Output all the entries below. Each must match exactly.

....................

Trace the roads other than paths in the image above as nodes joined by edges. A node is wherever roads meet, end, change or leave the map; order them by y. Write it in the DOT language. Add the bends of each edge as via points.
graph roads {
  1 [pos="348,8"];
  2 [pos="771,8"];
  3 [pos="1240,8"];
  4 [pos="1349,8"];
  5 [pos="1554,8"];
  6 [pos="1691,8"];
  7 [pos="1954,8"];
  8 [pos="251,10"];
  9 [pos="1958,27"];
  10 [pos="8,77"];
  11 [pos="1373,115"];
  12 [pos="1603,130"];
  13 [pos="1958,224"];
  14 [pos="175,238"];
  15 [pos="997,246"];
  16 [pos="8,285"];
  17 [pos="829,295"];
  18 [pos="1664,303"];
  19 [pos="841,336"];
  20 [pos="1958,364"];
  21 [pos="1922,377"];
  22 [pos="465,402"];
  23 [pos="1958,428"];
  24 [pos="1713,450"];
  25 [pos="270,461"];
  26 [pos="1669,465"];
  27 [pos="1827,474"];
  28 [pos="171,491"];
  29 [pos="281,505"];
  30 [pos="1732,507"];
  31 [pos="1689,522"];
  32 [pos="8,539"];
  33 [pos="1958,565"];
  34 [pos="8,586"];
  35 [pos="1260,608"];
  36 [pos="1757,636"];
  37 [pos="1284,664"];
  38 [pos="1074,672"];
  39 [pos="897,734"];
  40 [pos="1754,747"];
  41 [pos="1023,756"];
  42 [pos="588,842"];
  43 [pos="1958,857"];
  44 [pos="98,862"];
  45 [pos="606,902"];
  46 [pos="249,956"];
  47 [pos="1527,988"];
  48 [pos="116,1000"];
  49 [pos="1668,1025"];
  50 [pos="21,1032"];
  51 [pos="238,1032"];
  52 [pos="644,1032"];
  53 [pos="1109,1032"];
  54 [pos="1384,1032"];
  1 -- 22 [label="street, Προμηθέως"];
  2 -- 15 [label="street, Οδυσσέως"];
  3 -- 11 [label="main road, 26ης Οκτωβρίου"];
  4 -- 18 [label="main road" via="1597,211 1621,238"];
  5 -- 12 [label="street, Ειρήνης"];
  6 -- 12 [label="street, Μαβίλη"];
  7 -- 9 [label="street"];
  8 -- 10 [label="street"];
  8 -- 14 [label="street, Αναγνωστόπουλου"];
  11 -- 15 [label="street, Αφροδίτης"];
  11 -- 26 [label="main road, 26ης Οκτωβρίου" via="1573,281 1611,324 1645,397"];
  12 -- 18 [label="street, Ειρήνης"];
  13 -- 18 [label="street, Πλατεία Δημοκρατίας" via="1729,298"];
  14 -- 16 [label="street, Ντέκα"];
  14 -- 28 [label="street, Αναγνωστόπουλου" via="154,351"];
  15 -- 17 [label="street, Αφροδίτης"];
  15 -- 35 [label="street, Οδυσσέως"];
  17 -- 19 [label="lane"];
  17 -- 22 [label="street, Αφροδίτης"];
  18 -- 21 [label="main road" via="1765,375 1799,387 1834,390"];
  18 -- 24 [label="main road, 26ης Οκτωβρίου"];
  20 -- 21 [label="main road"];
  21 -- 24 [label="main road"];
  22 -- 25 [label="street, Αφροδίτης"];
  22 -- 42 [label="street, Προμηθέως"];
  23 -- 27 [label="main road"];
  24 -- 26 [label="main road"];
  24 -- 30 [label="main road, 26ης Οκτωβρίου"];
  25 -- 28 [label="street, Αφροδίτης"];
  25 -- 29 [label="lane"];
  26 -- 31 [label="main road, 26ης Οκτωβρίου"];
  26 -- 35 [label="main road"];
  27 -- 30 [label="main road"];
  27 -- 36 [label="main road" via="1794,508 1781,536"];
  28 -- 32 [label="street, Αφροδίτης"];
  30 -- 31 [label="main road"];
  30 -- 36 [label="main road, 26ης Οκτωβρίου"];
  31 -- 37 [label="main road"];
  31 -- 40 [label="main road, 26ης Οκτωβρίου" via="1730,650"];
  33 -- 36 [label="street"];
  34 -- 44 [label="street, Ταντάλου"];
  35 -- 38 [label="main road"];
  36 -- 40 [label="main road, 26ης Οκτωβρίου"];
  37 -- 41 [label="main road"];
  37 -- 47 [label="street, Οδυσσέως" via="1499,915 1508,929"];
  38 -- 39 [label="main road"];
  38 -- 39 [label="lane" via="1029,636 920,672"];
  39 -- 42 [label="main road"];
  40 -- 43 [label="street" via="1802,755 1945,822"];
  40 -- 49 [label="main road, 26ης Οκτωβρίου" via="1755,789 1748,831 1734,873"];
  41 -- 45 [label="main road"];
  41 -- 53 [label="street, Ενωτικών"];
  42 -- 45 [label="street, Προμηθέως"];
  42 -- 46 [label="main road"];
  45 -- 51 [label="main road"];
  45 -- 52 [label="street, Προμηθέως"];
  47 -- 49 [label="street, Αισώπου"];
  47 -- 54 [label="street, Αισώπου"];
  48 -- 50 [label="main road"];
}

....................

## Answer to the exercise
Trace the roads other than paths in the image above as nodes joined by edges. A node is wherever roads meet, end, change or leave the map; order them by y. Write it in the DOT language. Add the bends of each edge as via points.
graph roads {
  1 [pos="348,8"];
  2 [pos="771,8"];
  3 [pos="1240,8"];
  4 [pos="1349,8"];
  5 [pos="1554,8"];
  6 [pos="1691,8"];
  7 [pos="1954,8"];
  8 [pos="251,10"];
  9 [pos="1958,27"];
  10 [pos="8,77"];
  11 [pos="1373,115"];
  12 [pos="1603,130"];
  13 [pos="1958,224"];
  14 [pos="175,238"];
  15 [pos="997,246"];
  16 [pos="8,285"];
  17 [pos="829,295"];
  18 [pos="1664,303"];
  19 [pos="841,336"];
  20 [pos="1958,364"];
  21 [pos="1922,377"];
  22 [pos="465,402"];
  23 [pos="1958,428"];
  24 [pos="1713,450"];
  25 [pos="270,461"];
  26 [pos="1669,465"];
  27 [pos="1827,474"];
  28 [pos="171,491"];
  29 [pos="281,505"];
  30 [pos="1732,507"];
  31 [pos="1689,522"];
  32 [pos="8,539"];
  33 [pos="1958,565"];
  34 [pos="8,586"];
  35 [pos="1260,608"];
  36 [pos="1757,636"];
  37 [pos="1284,664"];
  38 [pos="1074,672"];
  39 [pos="897,734"];
  40 [pos="1754,747"];
  41 [pos="1023,756"];
  42 [pos="588,842"];
  43 [pos="1958,857"];
  44 [pos="98,862"];
  45 [pos="606,902"];
  46 [pos="249,956"];
  47 [pos="1527,988"];
  48 [pos="116,1000"];
  49 [pos="1668,1025"];
  50 [pos="21,1032"];
  51 [pos="238,1032"];
  52 [pos="644,1032"];
  53 [pos="1109,1032"];
  54 [pos="1384,1032"];
  1 -- 22 [label="street, Προμηθέως"];
  2 -- 15 [label="street, Οδυσσέως"];
  3 -- 11 [label="main road, 26ης Οκτωβρίου"];
  4 -- 18 [label="main road" via="1597,211 1621,238"];
  5 -- 12 [label="street, Ειρήνης"];
  6 -- 12 [label="street, Μαβίλη"];
  7 -- 9 [label="street"];
  8 -- 10 [label="street"];
  8 -- 14 [label="street, Αναγνωστόπουλου"];
  11 -- 15 [label="street, Αφροδίτης"];
  11 -- 26 [label="main road, 26ης Οκτωβρίου" via="1573,281 1611,324 1645,397"];
  12 -- 18 [label="street, Ειρήνης"];
  13 -- 18 [label="street, Πλατεία Δημοκρατίας" via="1729,298"];
  14 -- 16 [label="street, Ντέκα"];
  14 -- 28 [label="street, Αναγνωστόπουλου" via="154,351"];
  15 -- 17 [label="street, Αφροδίτης"];
  15 -- 35 [label="street, Οδυσσέως"];
  17 -- 19 [label="lane"];
  17 -- 22 [label="street, Αφροδίτης"];
  18 -- 21 [label="main road" via="1765,375 1799,387 1834,390"];
  18 -- 24 [label="main road, 26ης Οκτωβρίου"];
  20 -- 21 [label="main road"];
  21 -- 24 [label="main road"];
  22 -- 25 [label="street, Αφροδίτης"];
  22 -- 42 [label="street, Προμηθέως"];
  23 -- 27 [label="main road"];
  24 -- 26 [label="main road"];
  24 -- 30 [label="main road, 26ης Οκτωβρίου"];
  25 -- 28 [label="street, Αφροδίτης"];
  25 -- 29 [label="lane"];
  26 -- 31 [label="main road, 26ης Οκτωβρίου"];
  26 -- 35 [label="main road"];
  27 -- 30 [label="main road"];
  27 -- 36 [label="main road" via="1794,508 1781,536"];
  28 -- 32 [label="street, Αφροδίτης"];
  30 -- 31 [label="main road"];
  30 -- 36 [label="main road, 26ης Οκτωβρίου"];
  31 -- 37 [label="main road"];
  31 -- 40 [label="main road, 26ης Οκτωβρίου" via="1730,650"];
  33 -- 36 [label="street"];
  34 -- 44 [label="street, Ταντάλου"];
  35 -- 38 [label="main road"];
  36 -- 40 [label="main road, 26ης Οκτωβρίου"];
  37 -- 41 [label="main road"];
  37 -- 47 [label="street, Οδυσσέως" via="1499,915 1508,929"];
  38 -- 39 [label="main road"];
  38 -- 39 [label="lane" via="1029,636 920,672"];
  39 -- 42 [label="main road"];
  40 -- 43 [label="street" via="1802,755 1945,822"];
  40 -- 49 [label="main road, 26ης Οκτωβρίου" via="1755,789 1748,831 1734,873"];
  41 -- 45 [label="main road"];
  41 -- 53 [label="street, Ενωτικών"];
  42 -- 45 [label="street, Προμηθέως"];
  42 -- 46 [label="main road"];
  45 -- 51 [label="main road"];
  45 -- 52 [label="street, Προμηθέως"];
  47 -- 49 [label="street, Αισώπου"];
  47 -- 54 [label="street, Αισώπου"];
  48 -- 50 [label="main road"];
}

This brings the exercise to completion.